■ Data for this exercise
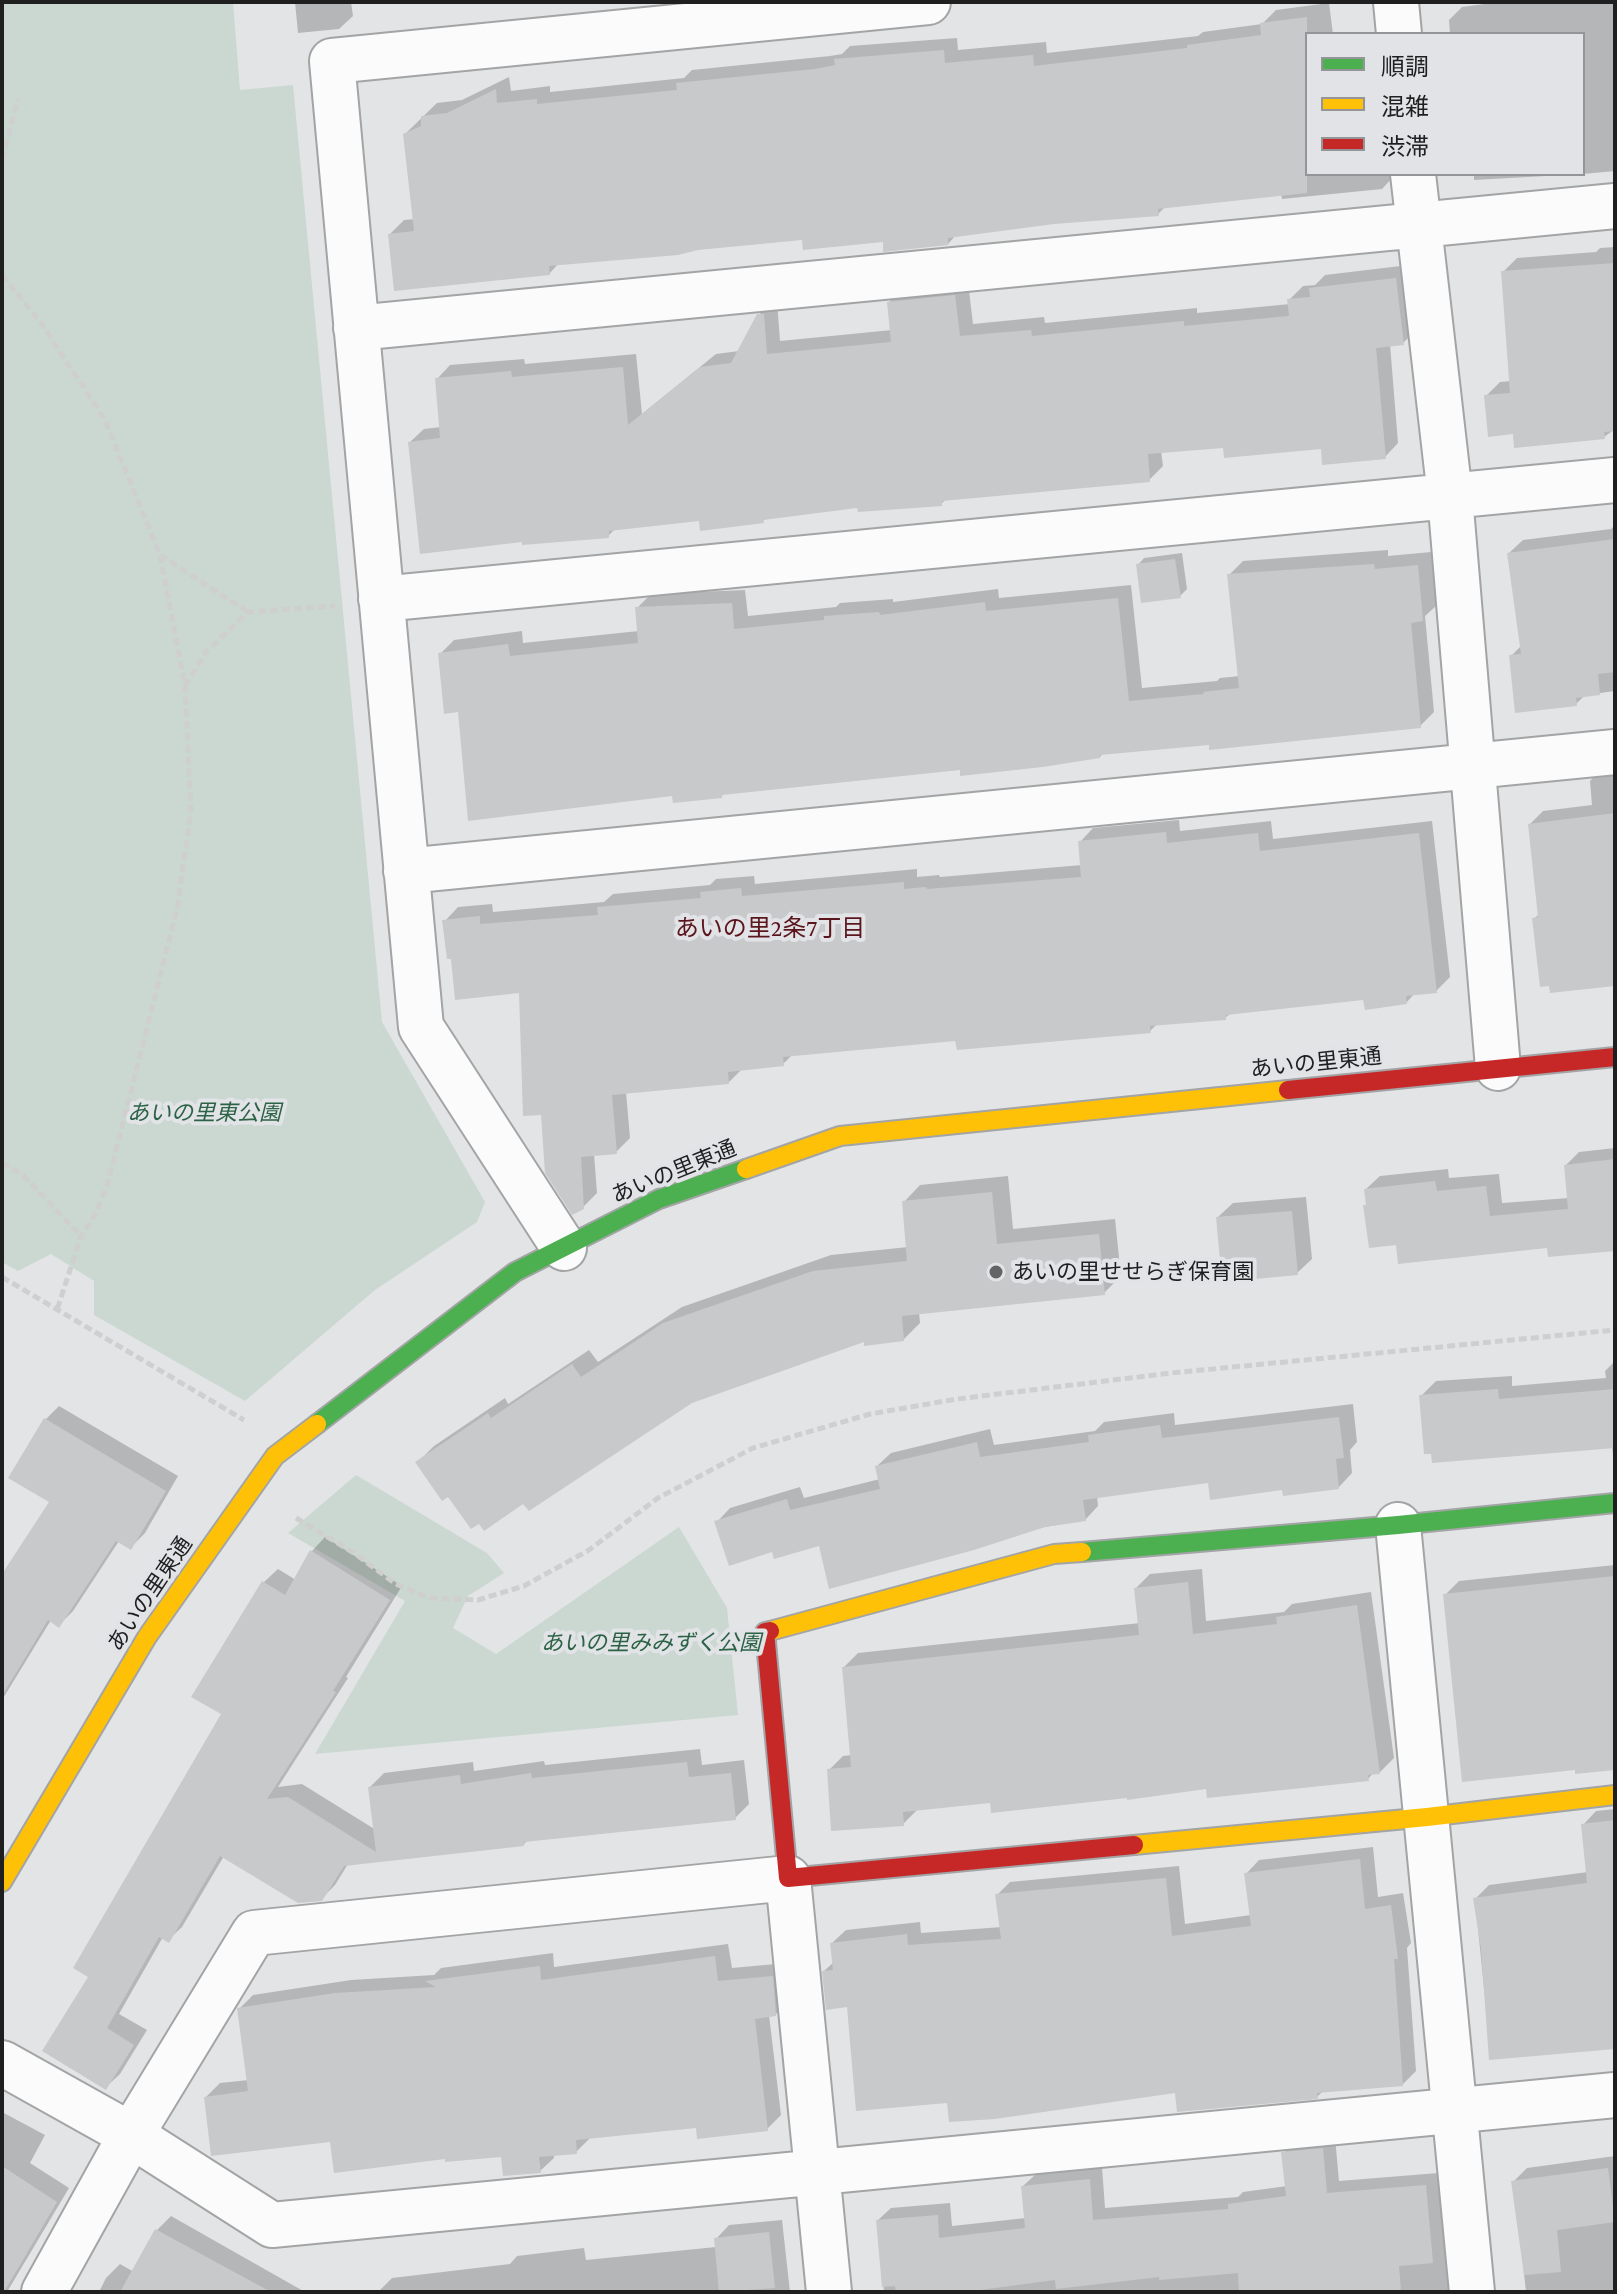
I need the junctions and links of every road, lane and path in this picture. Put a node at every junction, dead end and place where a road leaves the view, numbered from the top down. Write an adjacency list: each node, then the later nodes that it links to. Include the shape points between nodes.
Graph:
1 (928, 2): 10 (street, via 332,61)
2 (1396, 2): 3 (street)
3 (1399, 32)
4 (18, 99): 5 (path)
5 (2, 159)
6 (1413, 176): 8 (street)
7 (1615, 206): 8 (street)
8 (1419, 225): 10 (street); 12 (street)
9 (2, 275): 13 (path, via 105,420)
10 (356, 328): 14 (street)
11 (1615, 480): 12 (street)
12 (1450, 496): 14 (street); 18 (street)
13 (160, 555): 15 (path); 16 (path)
14 (363, 602): 15 (path); 19 (street)
15 (248, 612): 16 (path, via 206,652)
16 (185, 686): 23 (path, via 191,812 177,909 107,1186)
17 (1615, 752): 18 (street)
18 (1474, 766): 19 (street); 21 (street)
19 (406, 871): 24 (street, via 421,1027)
20 (1615, 1057): 21 (street, あいの里東通)
21 (1498, 1068): 24 (street, あいの里東通, via 840,1136 659,1199)
22 (2, 1163): 23 (path, via 24,1176)
23 (81, 1236): 26 (path)
24 (564, 1248): 35 (street, あいの里東通, via 515,1272 275,1456 147,1637)
25 (2, 1277): 26 (path)
26 (57, 1310): 28 (path)
27 (1615, 1330): 30 (path, via 1171,1373 870,1414 753,1448 658,1498 589,1550 524,1586 478,1600 430,1598 396,1584)
28 (245, 1421)
29 (1615, 1503): 31 (street)
30 (296, 1518)
31 (1398, 1525): 33 (street); 34 (street, via 1054,1554 765,1632)
32 (1615, 1795): 33 (street)
33 (1427, 1817): 34 (street); 38 (street)
34 (788, 1878): 39 (street, via 254,1933); 40 (street)
35 (2, 1882)
36 (2, 2063): 39 (street)
37 (1615, 2095): 38 (street)
38 (1456, 2108): 40 (street); 43 (street)
39 (131, 2135): 40 (street, via 272,2225); 41 (street)
40 (817, 2171): 42 (street)
41 (44, 2292)
42 (829, 2292)
43 (1472, 2292)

■ Exercise prompt
The word "あいの里東通" occurs on some lines of the entries. Work out how many such lines there are and reply with the number alone.

■ Written reply
3